Sigh. As it was, it shall always be it seems. But also interesting is Rosenbaum’s statements such as: “we can be fairly confident that when Martin Scorsese was directing Taxi Driver several years later, he had seen Michael Snow’s Wavelength and Back and Forth.” I’ve heard Scorsese praising Kenneth Anger in the past and I wonder what his other underground influences might be. Is Rosenbaum right? I haven’t read enough on Scorsese to know for sure.
In the world of social networking and bookmarking, I recently made an account for myself at Re:Frame, a new project of the Tribeca Film Institute. I always try to jump on these things to make an underground film mark on it the way a cat will mark its territory with its urine. I’m not quite certain what the ultimate point of this site is, but I was pleased to see lots of entries for Other Cinema DVDs like the classic Sins of the Fleshapoids. However, the overall selection of films on the site is kind of small that users are supposed to make lists for and share with the world. Maybe it’ll turn into something interesting, but I think it might just be to drive sales to Amazon. Hey, aren’t we all doing that?

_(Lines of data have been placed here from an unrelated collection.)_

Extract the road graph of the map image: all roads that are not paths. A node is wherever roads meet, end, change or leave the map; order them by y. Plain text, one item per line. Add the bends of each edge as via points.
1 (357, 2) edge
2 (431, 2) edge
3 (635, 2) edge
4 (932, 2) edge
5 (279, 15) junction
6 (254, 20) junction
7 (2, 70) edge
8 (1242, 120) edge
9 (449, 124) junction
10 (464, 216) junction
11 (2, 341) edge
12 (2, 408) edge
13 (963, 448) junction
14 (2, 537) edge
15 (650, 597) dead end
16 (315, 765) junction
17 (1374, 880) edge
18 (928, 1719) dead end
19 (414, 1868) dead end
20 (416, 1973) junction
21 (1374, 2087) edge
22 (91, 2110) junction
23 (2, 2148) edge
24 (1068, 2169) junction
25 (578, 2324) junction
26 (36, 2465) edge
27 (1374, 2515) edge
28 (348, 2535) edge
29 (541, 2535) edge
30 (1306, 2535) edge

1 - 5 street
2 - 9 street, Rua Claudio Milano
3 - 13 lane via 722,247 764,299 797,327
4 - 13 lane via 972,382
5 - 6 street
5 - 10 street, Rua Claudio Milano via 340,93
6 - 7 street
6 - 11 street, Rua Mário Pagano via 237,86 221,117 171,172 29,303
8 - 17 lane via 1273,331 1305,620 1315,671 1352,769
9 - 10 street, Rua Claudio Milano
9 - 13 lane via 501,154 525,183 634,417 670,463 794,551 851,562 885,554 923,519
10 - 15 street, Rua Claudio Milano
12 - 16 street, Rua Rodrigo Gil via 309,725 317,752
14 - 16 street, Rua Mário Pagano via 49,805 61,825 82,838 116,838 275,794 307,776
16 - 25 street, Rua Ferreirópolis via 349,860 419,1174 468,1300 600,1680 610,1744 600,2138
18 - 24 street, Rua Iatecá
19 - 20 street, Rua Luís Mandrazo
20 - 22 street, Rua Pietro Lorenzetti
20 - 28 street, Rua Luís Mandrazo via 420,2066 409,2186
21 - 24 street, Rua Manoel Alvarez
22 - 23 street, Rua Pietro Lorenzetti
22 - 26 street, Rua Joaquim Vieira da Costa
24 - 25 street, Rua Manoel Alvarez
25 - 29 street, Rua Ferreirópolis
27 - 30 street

Lastly, this isn’t exactly “underground,” but for those of you out there like myself who feel they were drawn to the underground after being corrupted by sick and twisted horror movies as a child, filmmaker Mark Savage details some of his favorite horror flicks in this post at his blog, Phantom of Pulp. It’s an awesome list including many of my own favorites, such as Nightmare, Flesh for Frankenstein, The Grim Reaper and the ultimate: Doctor Butcher M.D. Plus there’s so many on here I need to see now! Savage does a great job on the blog overall, so check out the rest of the site, too.